Using the word "white" as the filter, copy each matching line from the records.

▸ Records provided:
>>>

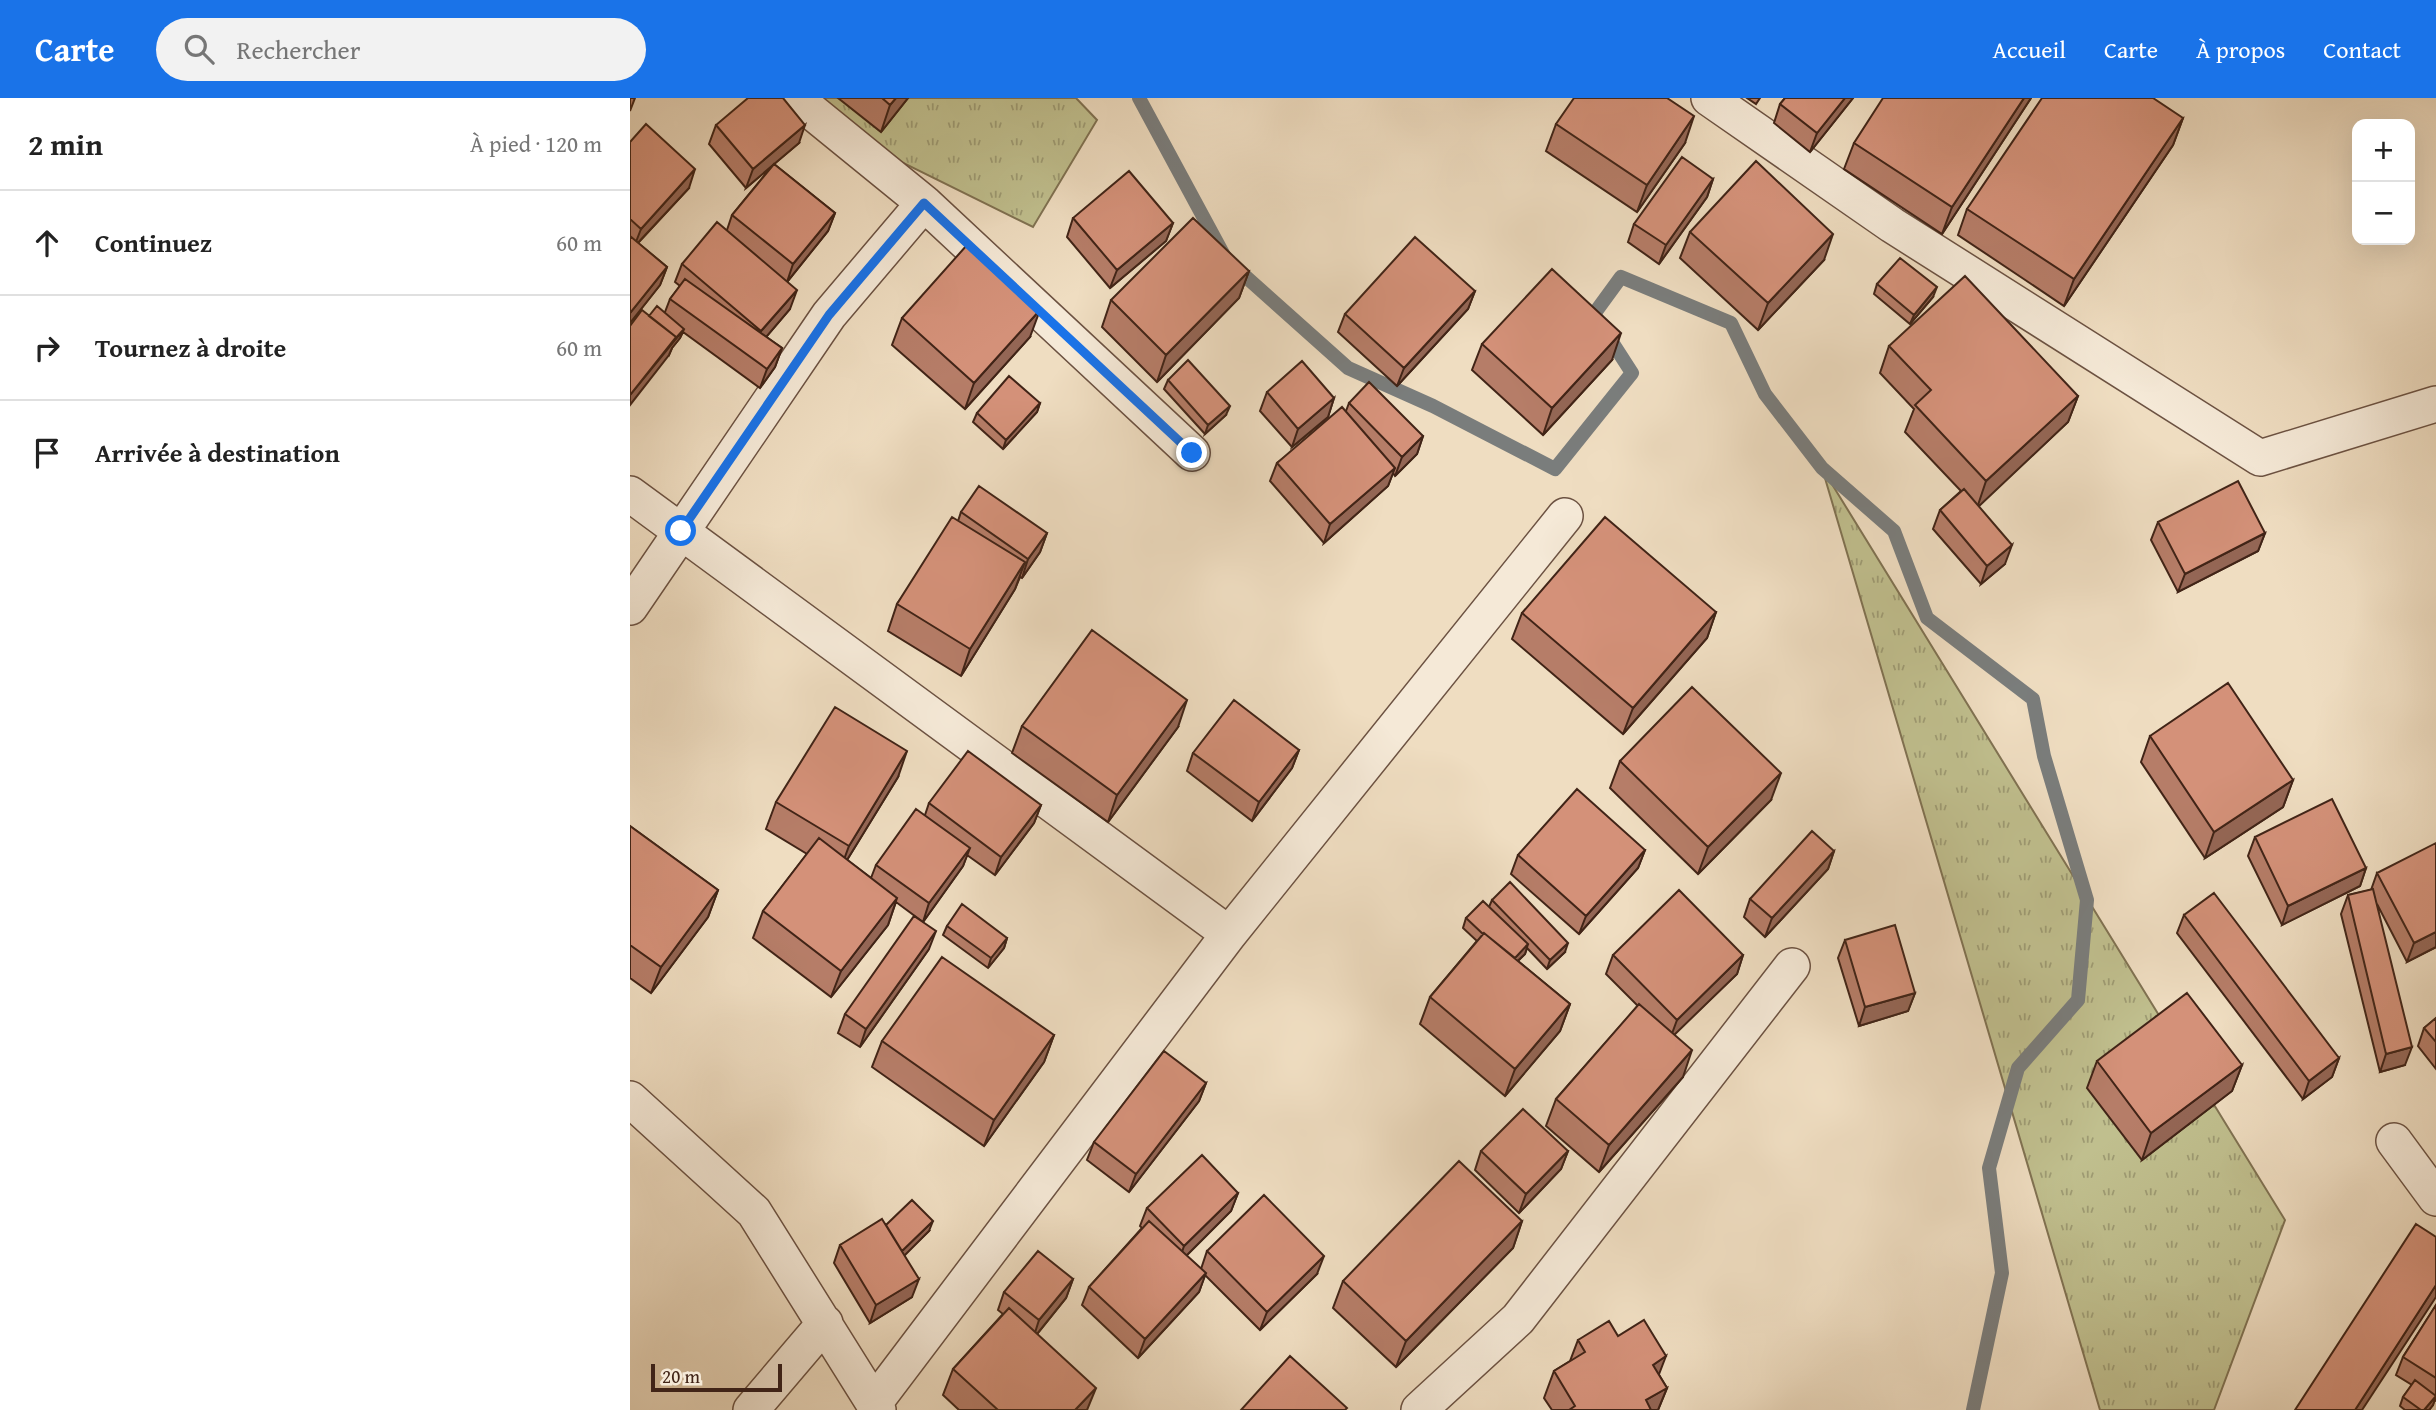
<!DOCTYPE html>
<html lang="fr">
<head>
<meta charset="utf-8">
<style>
	body { margin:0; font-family:"Gentium Book Plus",serif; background:#f2f2f2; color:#222 }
	.controls { position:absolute; right:21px; top:21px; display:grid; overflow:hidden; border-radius:14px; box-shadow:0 7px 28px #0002 }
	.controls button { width:63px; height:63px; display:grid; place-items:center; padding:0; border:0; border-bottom:2px solid #e0e0e0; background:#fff; color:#222; font:35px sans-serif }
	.scale { position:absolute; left:21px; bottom:18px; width:131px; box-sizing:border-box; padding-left:7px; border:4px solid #412417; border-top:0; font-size:19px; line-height:24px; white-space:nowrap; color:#412417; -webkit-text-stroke:5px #f5e9d7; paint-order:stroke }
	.stop { position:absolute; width:21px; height:21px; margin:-16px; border:5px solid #1a73e8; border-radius:50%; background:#fff }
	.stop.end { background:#1a73e8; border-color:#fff; box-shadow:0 2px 7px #0008 }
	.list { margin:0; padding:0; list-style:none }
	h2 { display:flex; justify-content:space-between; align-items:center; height:91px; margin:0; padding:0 28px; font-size:30px }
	h2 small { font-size:23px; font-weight:400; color:#767676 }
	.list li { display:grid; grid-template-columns:46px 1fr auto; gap:21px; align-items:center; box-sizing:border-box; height:105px; padding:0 28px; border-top:2px solid #e0e0e0 }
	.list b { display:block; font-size:26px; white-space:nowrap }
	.list em { font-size:23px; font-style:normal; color:#767676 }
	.icon { flex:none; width:38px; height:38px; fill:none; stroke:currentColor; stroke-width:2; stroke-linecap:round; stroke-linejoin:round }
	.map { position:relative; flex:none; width:1806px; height:1312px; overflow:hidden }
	header { display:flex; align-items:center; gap:42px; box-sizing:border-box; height:98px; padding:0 35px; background:#1a73e8; color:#fff }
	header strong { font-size:33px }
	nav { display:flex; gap:38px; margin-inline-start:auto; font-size:24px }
	.search { width:490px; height:63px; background:#f2f2f2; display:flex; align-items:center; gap:18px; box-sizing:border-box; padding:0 24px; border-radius:38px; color:#767676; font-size:26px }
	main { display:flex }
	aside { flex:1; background:#fff }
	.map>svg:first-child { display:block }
	.grass { fill:url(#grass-tufts); stroke:#807252; stroke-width:2 }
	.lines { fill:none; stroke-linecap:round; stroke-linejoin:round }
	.stream { stroke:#7a7d7c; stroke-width:14 }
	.minor-casing { stroke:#6c5242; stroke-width:38 }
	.minor { stroke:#f5e9d7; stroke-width:35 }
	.wall { fill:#b67d68; stroke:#412417; stroke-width:2 }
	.shaded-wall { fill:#946655; stroke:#412417; stroke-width:2 }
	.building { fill:#d49179; stroke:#412417; stroke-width:2 }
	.route { stroke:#1a73e8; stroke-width:9 }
</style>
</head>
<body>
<header>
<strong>Carte</strong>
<div class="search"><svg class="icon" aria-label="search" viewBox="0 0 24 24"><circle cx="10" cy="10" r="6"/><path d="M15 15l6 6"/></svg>Rechercher</div>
<nav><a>Accueil</a><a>Carte</a><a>À propos</a><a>Contact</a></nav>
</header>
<main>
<aside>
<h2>2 min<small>À pied · 120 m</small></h2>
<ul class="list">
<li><svg class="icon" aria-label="ahead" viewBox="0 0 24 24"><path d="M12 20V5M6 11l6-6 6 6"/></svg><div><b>Continuez</b></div><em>60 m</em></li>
<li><svg class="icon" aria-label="right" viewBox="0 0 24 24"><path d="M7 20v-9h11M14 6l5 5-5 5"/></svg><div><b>Tournez à droite</b></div><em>60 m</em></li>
<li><svg class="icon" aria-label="arrive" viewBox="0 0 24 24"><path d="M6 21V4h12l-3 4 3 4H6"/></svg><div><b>Arrivée à destination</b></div></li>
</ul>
</aside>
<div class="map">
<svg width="1806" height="1312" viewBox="0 0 1806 1312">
	<defs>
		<pattern id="grass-tufts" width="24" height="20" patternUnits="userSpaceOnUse" patternTransform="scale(1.75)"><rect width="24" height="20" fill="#c0bf8e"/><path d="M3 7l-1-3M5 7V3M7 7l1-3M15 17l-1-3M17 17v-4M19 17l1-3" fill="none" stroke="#9e9b73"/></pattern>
	</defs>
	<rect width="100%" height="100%" fill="#efddc1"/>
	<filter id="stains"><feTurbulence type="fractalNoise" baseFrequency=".00286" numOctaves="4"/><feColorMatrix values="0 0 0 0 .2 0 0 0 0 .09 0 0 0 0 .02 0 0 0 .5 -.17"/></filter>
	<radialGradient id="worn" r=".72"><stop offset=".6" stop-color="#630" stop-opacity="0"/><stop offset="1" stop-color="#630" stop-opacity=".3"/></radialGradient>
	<path class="grass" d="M180 0H446L467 22 403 129 251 54Z
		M1192 370 1655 1122 1584 1312H1470Z"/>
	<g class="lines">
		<path class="stream" d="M509 0 596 161 718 270 803 308 925 371 1002 275 964 216 991 179 1101 225 1135 296 1192 370 1264 433 1297 520 1403 601 1414 658 1457 802 1448 902 1388 970 1359 1070 1372 1175 1343 1312"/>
		<defs>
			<path id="minor" d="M165 0 294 105 562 355
				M1079 0 1262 127 1630 360 1806 306
				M0 396 599 836
				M0 509 199 217 294 105
				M0 1001 124 1114 248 1312
				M1764 1043 1806 1100
				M245 1304 599 836 935 418
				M121 1312 195 1225
				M789 1312 888 1221 1162 868"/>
		</defs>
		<use href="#minor" class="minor-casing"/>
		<use href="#minor" class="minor"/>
	</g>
	<path class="wall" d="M0 0H5L0 13Z
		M208 0H278L251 34Z
		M1117 0H1130L1126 6Z
		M1155 0H1223L1180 54 1144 25 1150 6Z
		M1401 0 1312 136 1214 71 1224 45Z
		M1553 20 1543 47 1434 208 1328 137 1337 111Z
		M926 26 1055 45 1007 114 916 53Z
		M86 27 169 45 144 66 205 115 198 133 157 184 160 211 136 239 152 250 145 269 130 290 53 234 50 240 42 250 39 257 19 218 35 214 40 201 50 188 45 184 52 166 97 132 102 117 143 67 116 90 79 46Z
		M0 44 59 90 8 145 37 169 30 187 0 225Z
		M1083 81 1077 99 1029 166 998 144 1004 126Z
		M443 120 543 125 536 143 480 190 437 139Z
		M1060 134 1194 162 1128 232 1050 160Z
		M619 173 609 200 527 284 472 229 481 202Z
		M1247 186 1303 199 1280 226 1244 196Z
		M845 193 838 211 767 288 708 234 715 216Z
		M272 220 400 239 335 311 262 247Z
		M852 246 982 262 913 337 842 272Z
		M1259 248 1448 298 1438 324 1348 408 1375 466 1351 486 1303 431 1310 412 1331 393 1275 334 1284 311 1250 275Z
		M538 282 596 317 575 336 534 291Z
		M637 294 704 300 698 319 662 349 630 313Z
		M410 305 407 314 373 351 343 324 347 315Z
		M719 305 793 338 787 356 765 378 763 375 758 388 694 445 640 383 647 365 716 313Z
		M331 414 417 435 410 454 392 480 390 479 385 491 331 578 258 533 267 506 328 423Z
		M1528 424 1635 435 1628 453 1548 494 1521 442Z
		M1086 514 1077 540 993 636 882 541 892 515Z
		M392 628 548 629 478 724 382 655Z
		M1520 638 1663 682 1653 709 1575 760 1511 664Z
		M669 652 662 670 622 723 557 673 563 655Z
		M990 663 1141 702 1068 776 980 690Z
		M268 679 217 762 241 780 246 767 295 717 299 705 411 707 404 725 365 777 337 757 333 768 293 824 266 804 258 827 201 899 123 840 133 813 177 756 136 731 146 704Z
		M0 728 88 792 78 819 21 895 0 880Z
		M1625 739 1736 770 1730 788 1652 827 1618 758Z
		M1015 752 1008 770 949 836 881 776 888 757Z
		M1204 753 1198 771 1135 839 1114 819 1120 801Z
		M1747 775 1806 849 1777 864 1747 806 1775 967 1750 974 1711 816 1718 797 1741 792Z
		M862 802 935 854 917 871 897 850 895 856 888 863 940 906 930 933 875 998 790 926 800 899 847 843 833 830 836 820 859 809Z
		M1554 817 1709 960 1702 979 1673 1001 1547 835Z
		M317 828 377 840 374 850 358 870 313 837Z
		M1215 842 1285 895 1278 913 1229 928 1208 860Z
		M299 851 230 949 208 935 215 916Z
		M983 857H1113L1107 876 1044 936 1053 979 969 1074 916 1028 926 1001 1008 908 976 876Z
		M1806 920V971L1788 948 1794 930Z
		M424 937 414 964 354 1048 242 969 252 943Z
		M1467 963 1612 967 1602 993 1512 1062 1457 990Z
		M576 985 569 1003 499 1094 457 1062 464 1044Z
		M851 1053H938L931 1071 889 1115 845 1072Z
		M608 1095 601 1113 556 1158 571 1171 577 1153 687 1176 630 1232 575 1177 569 1194 508 1260 452 1207 459 1189 512 1130 510 1128 517 1110Z
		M892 1123 883 1150 766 1269 703 1210 713 1183Z
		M256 1127 299 1133 274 1157 282 1199 240 1225 204 1165 210 1147Z
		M443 1181 436 1200 407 1236 457 1312H329L313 1297 323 1271 373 1216 368 1212 374 1194Z
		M1806 1207V1303L1804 1302 1803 1307 1799 1312H1775L1770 1308 1773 1299 1782 1287 1766 1277 1773 1259Z
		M988 1238 1029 1277 1037 1290 1028 1312H922L914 1300 924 1273 940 1263 948 1242Z"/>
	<path class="shaded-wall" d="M266 0H278L251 34 260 7Z
		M1215 0H1223L1180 54 1187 35Z
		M1394 0H1401L1312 136 1322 109Z
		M1064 18 1055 45 1007 114 1017 87Z
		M1553 20 1543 47 1434 208 1444 181Z
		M175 27 169 45 116 90 123 71Z
		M65 71 59 90 4 149 11 131Z
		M1083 81 1077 99 1029 166 1036 147Z
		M205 115 198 133 157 184 163 166Z
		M543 125 536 143 480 190 487 172Z
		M1203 136 1194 162 1128 232 1138 205Z
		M37 169 30 187 0 225V215Z
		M619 173 609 200 527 284 536 257Z
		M1307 189 1303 199 1280 226 1284 217Z
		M167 192 160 211 125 252 131 233Z
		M845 193 838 211 767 288 774 270Z
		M410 212 400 239 335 311 344 285Z
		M54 231 50 240 42 250 39 257 0 307V297Z
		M991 235 982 262 913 337 922 310Z
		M152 250 145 269 130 290 137 271Z
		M1448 298 1438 324 1347 410 1356 383Z
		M704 300 698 319 662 349 668 331Z
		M410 305 407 314 373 351 376 342Z
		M600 308 596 317 575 336 578 327Z
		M793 338 787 356 765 378 772 359Z
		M765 370 758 388 694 445 700 426Z
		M417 435 410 454 392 480 398 461Z
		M1635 435 1628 453 1548 494 1555 476Z
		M1382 447 1375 466 1351 486 1357 468Z
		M395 464 385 491 331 578 340 551Z
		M1086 514 1077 540 993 636 1003 610Z
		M557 602 548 629 478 724 487 697Z
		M669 652 662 670 622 723 629 704Z
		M277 653 268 679 209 775 219 748Z
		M1151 675 1141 702 1068 776 1078 749Z
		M1663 682 1653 709 1575 760 1584 734Z
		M411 707 404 725 365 777 371 759Z
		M340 750 333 768 293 824 299 805Z
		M1015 752 1008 770 949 836 956 818Z
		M1204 753 1198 771 1135 839 1142 820Z
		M1736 770 1730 788 1652 827 1658 808Z
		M88 792 78 819 21 895 31 869Z
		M267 800 258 827 201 899 211 873Z
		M306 833 299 851 230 949 236 931Z
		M1806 834V849L1777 864 1784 845Z
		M377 840 374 850 358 870 361 860Z
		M938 845 935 854 917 871 920 862Z
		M898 846 895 856 878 872 882 863Z
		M1113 857 1107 876 1040 941 1047 922Z
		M1285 895 1278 913 1229 928 1235 909Z
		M940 906 930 933 875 998 885 971Z
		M424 937 414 964 354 1048 364 1022Z
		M1782 949 1775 967 1750 974 1756 956Z
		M1062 952 1053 979 969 1074 979 1047Z
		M1709 960 1702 979 1673 1001 1679 983Z
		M1612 967 1602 993 1512 1062 1521 1035Z
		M576 985 569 1003 499 1094 506 1076Z
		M938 1053 931 1071 889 1115 896 1096Z
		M608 1095 601 1113 548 1166 554 1148Z
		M303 1123 299 1133 269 1163 272 1153Z
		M892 1123 883 1150 766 1269 776 1243Z
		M694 1158 687 1176 630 1232 637 1214Z
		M576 1175 569 1194 508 1260 515 1241Z
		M289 1181 282 1199 240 1225 246 1207Z
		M443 1181 436 1200 403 1241 409 1222Z
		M1806 1187V1199L1732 1312H1725Z
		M1036 1258 1026 1284 1023 1267Z
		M466 1290 457 1312H445Z
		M1037 1290 1028 1312H1012L1016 1302Z
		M1806 1298 1803 1307 1799 1312H1794Z"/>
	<path class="building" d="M118 0H153L175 27 123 71 86 27Z
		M252 0H266L260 7Z
		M944 0H1037L1064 18 1017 87 926 26Z
		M1155 0H1215L1187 35 1150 6Z
		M1253 0H1394L1322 109 1224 45Z
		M1412 0H1523L1553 20 1444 181 1337 111Z
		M16 26 65 71 11 131 0 121V44Z
		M1052 59 1083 81 1036 147 1004 126Z
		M1126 63 1203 136 1138 205 1060 134Z
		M144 66 205 115 163 166 102 117Z
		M499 73 543 125 487 172 443 120Z
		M563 120 619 173 536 257 481 202Z
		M87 124 167 192 131 233 52 166Z
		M0 138 37 169 0 215Z
		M785 139 845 193 774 270 715 216Z
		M337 147 410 212 344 285 272 220Z
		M1270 160 1307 189 1284 217 1247 186Z
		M922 171 991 235 922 310 852 246Z
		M1335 178 1448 298 1356 383 1285 307 1301 292 1259 248Z
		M55 181 152 250 137 271 40 201Z
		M27 208 54 231 45 241 46 239 19 218Z
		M12 212 46 239 0 297V228Z
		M558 262 600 308 578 327 538 282Z
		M672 263 704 300 668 331 637 294Z
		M379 278 410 305 376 342 347 315Z
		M739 284 793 338 772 359 719 305Z
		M712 309 765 370 700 426 647 365Z
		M1608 383 1635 435 1555 476 1528 424Z
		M349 388 417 435 398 461 331 414Z
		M1334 391 1382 447 1357 468 1310 412Z
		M322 419 395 464 340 551 267 506Z
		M975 419 1086 514 1003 610 892 515Z
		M462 532 557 602 487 697 392 628Z
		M1598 585 1663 682 1584 734 1520 638Z
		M1062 589 1151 675 1078 749 990 663Z
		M604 602 669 652 629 704 563 655Z
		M205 609 277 653 219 748 146 704Z
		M338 653 411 707 371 759 299 705Z
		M947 691 1015 752 956 818 888 757Z
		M1702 701 1736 770 1658 808 1625 739Z
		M286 711 340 750 299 805 246 767Z
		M0 728 88 792 31 869 0 847Z
		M1182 733 1204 753 1142 820 1120 801Z
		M189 740 267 800 211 873 133 813Z
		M1806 745V834L1784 845 1747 775Z
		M880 784 938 845 920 862 862 802Z
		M1743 791 1782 949 1756 956 1718 797Z
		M1049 792 1113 857 1047 922 983 857Z
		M1584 795 1709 960 1679 983 1554 817Z
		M853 803 898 846 885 860 854 835 853 836 836 820Z
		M332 806 377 840 361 860 317 828Z
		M284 818 306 833 236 931 215 916Z
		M1265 827 1285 895 1235 909 1215 842Z
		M854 835 940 906 885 971 800 899Z
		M312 859 424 937 364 1022 252 943Z
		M1557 895 1612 967 1521 1035 1467 963Z
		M1009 906 1062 952 979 1047 926 1001Z
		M1806 920V944L1794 930Z
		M534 953 576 985 506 1076 464 1044Z
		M893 1011 938 1053 896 1096 851 1053Z
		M572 1057 608 1095 554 1148 517 1110Z
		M829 1063 892 1123 776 1243 713 1183Z
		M634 1097 694 1158 637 1214 577 1153Z
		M282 1102 303 1123 272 1153 256 1127Z
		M252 1121 289 1181 246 1207 210 1147Z
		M519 1123 576 1175 515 1241 459 1189Z
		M1786 1126 1806 1139V1187L1725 1312H1665Z
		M408 1153 443 1181 409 1222 374 1194Z
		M1806 1207V1280L1773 1259Z
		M379 1210 466 1290 445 1312H368L323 1271Z
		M1014 1222 1036 1258 1023 1267 1037 1290 1016 1302 1021 1312H939L945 1308 924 1273 955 1254 948 1242 979 1223 988 1238Z
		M660 1258 717 1310 715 1312H611Z
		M1785 1282 1806 1298 1794 1312H1791L1773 1299Z"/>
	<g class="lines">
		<path class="route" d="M51 433 199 217 294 105 562 355"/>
	</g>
	<rect width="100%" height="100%" filter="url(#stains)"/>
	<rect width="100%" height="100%" fill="url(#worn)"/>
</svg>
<div class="controls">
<button>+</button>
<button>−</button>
</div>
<div class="scale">20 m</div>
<div class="stop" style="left:51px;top:433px"></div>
<div class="stop end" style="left:562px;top:355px"></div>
</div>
</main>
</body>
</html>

<<<

▸ Answer below:
	.scale { position:absolute; left:21px; bottom:18px; width:131px; box-sizing:border-box; padding-left:7px; border:4px solid #412417; border-top:0; font-size:19px; line-height:24px; white-space:nowrap; color:#412417; -webkit-text-stroke:5px #f5e9d7; paint-order:stroke }
	.list b { display:block; font-size:26px; white-space:nowrap }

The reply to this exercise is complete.